> _DATA FOR THIS TASK_:

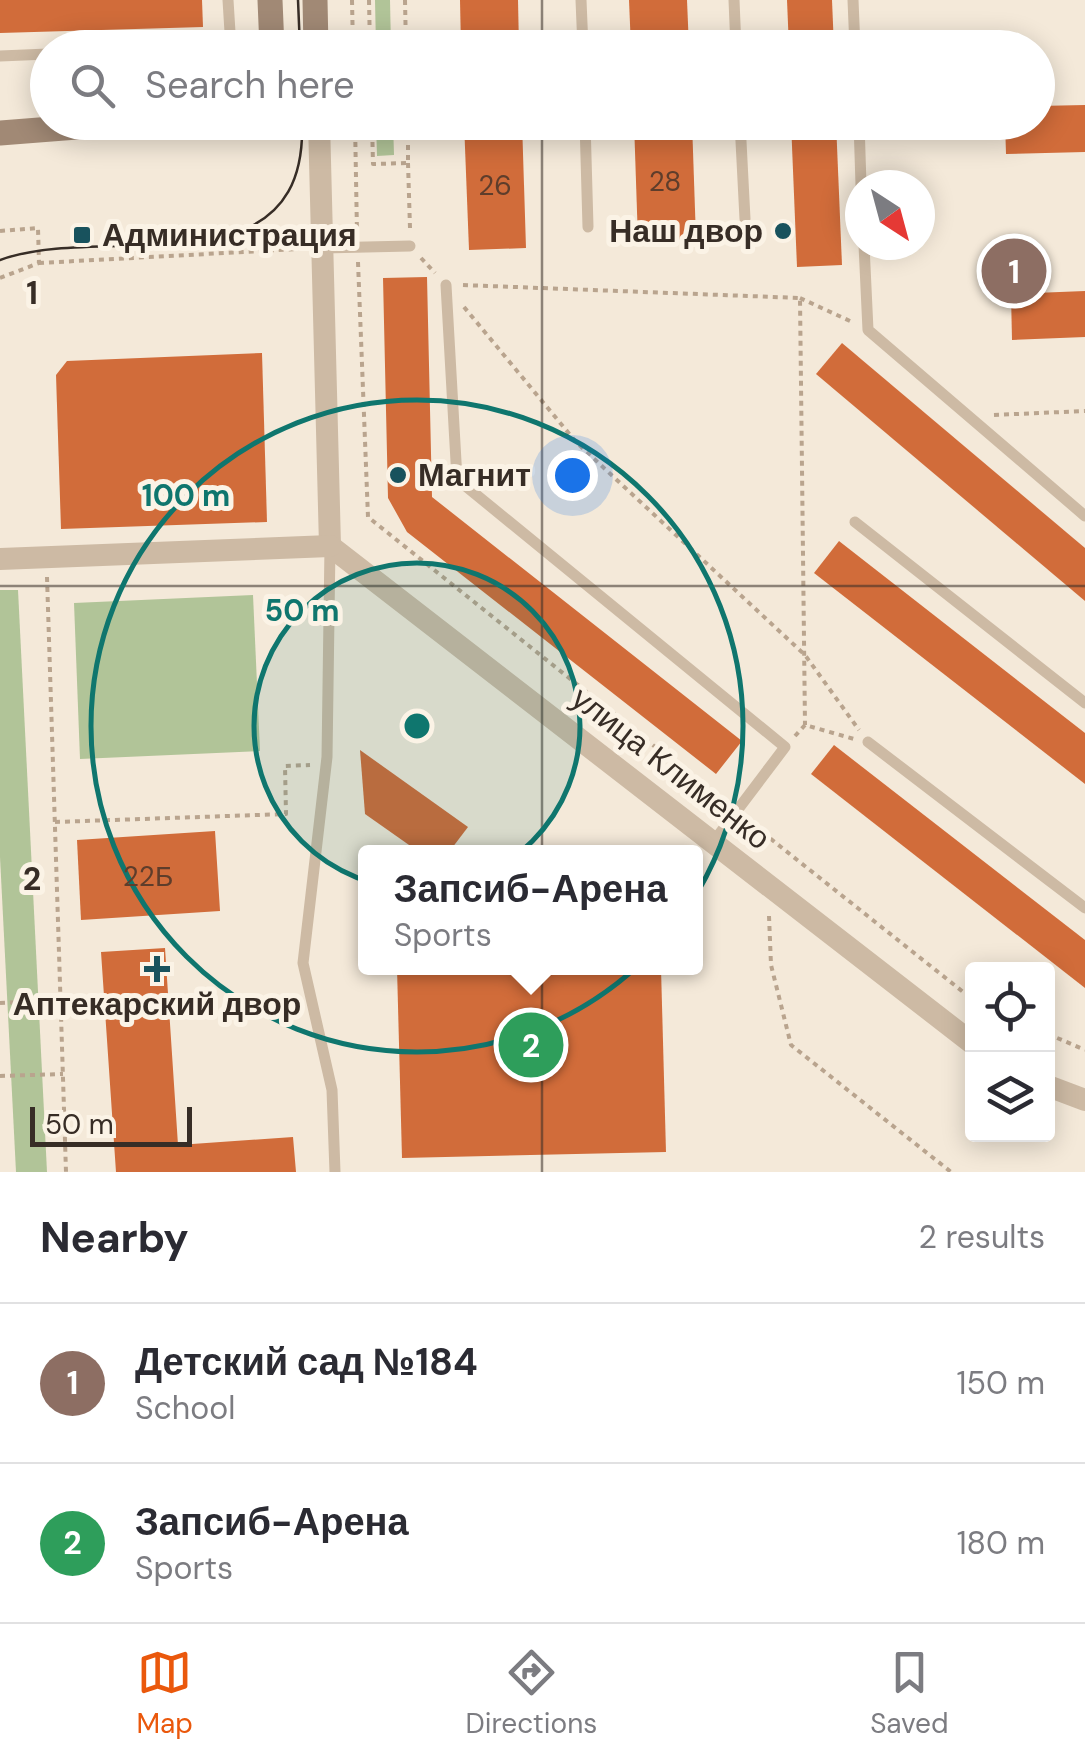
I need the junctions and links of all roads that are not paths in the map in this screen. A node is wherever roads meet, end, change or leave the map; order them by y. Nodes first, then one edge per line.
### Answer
1 (228, 0) edge
2 (270, 0) edge
3 (315, 0) edge
4 (581, 0) edge
5 (734, 0) edge
6 (853, 0) edge
7 (230, 30) edge
8 (271, 30) edge
9 (316, 30) edge
10 (582, 30) edge
11 (735, 30) edge
12 (854, 30) edge
13 (30, 55) edge
14 (0, 56) edge
15 (30, 131) edge
16 (0, 133) edge
17 (315, 140) edge
18 (586, 140) edge
19 (741, 140) edge
20 (859, 140) edge
21 (861, 170) edge
22 (745, 218) dead end
23 (588, 227) dead end
24 (410, 246) road end
25 (322, 248) junction
26 (865, 260) edge
27 (446, 284) road end
28 (1085, 516) edge
29 (854, 522) dead end
30 (330, 546) junction
31 (0, 559) edge
32 (1085, 703) edge
33 (868, 742) road end
34 (714, 841) junction
35 (1085, 908) edge
36 (965, 1039) edge
37 (1055, 1089) edge
38 (1085, 1100) edge
39 (335, 1172) edge

1 - 7 lane
2 - 8 street
3 - 9 street
4 - 10 lane
5 - 11 lane
6 - 12 lane
13 - 14 lane
15 - 16 street
17 - 25 street
18 - 23 lane
19 - 22 lane
20 - 21 lane
24 - 25 lane
25 - 30 street
26 - 28 lane
27 - 34 lane
29 - 32 lane
30 - 31 street
30 - 34 street, улица Клименко
30 - 39 lane
33 - 35 lane
34 - 36 street, улица Клименко
37 - 38 street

> _WHAT TO WORK ON_:
When a line in the material includes the word "улица", copy it out.

> _ANSWER TO THIS EXERCISE_:
30 - 34 street, улица Клименко
34 - 36 street, улица Клименко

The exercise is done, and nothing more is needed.